*** DATA FOR THE TASK Section Begins ***
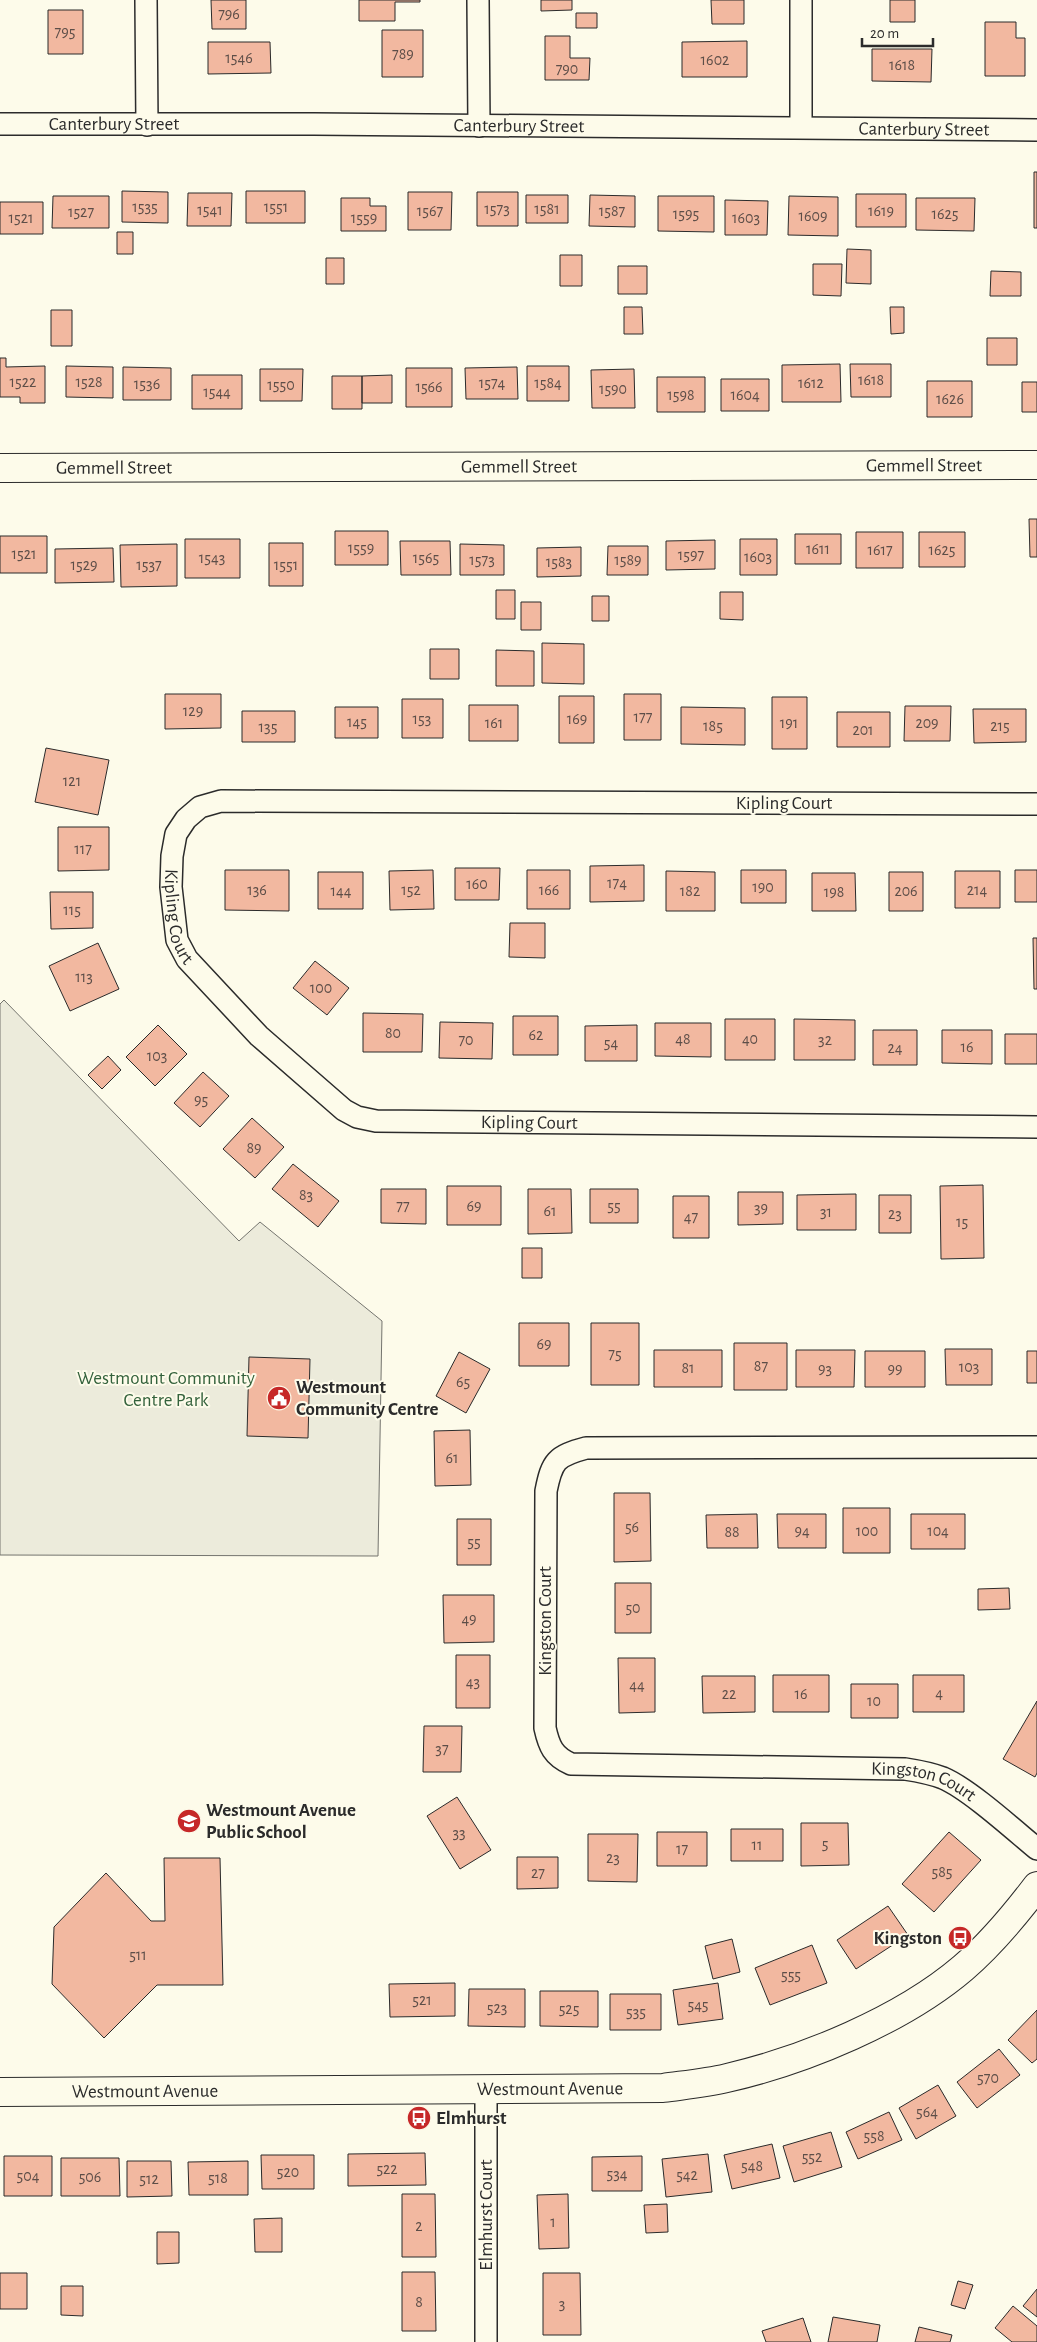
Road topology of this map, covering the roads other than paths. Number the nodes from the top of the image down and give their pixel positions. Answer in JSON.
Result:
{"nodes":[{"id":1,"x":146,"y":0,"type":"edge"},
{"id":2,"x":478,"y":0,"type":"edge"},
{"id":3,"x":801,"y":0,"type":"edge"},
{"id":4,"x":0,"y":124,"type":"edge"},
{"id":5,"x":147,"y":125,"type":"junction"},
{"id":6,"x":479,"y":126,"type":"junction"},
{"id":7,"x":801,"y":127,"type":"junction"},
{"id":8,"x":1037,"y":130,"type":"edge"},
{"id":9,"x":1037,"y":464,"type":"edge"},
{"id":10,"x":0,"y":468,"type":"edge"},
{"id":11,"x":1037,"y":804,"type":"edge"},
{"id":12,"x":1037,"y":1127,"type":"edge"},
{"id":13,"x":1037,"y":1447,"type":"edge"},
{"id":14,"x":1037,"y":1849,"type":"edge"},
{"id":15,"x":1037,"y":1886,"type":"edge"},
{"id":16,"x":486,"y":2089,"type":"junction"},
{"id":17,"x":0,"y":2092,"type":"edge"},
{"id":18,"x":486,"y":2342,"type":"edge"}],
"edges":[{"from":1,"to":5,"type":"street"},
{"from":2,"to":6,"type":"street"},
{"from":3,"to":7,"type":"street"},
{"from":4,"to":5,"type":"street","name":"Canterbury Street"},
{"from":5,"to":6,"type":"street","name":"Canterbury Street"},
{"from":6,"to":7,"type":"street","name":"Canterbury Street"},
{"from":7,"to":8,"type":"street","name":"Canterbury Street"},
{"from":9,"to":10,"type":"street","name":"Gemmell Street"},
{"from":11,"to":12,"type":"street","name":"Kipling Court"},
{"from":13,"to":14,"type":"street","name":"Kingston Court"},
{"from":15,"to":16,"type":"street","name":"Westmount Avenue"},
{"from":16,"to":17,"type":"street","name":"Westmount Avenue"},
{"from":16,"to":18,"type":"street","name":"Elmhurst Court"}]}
*** DATA FOR THE TASK Section Ends ***
EXERCISE DIRECTIONS:
Using the records given above, list every line that includes the word "Canterbury".

RESPONSE AREA:
{"from":4,"to":5,"type":"street","name":"Canterbury Street"},
{"from":5,"to":6,"type":"street","name":"Canterbury Street"},
{"from":6,"to":7,"type":"street","name":"Canterbury Street"},
{"from":7,"to":8,"type":"street","name":"Canterbury Street"},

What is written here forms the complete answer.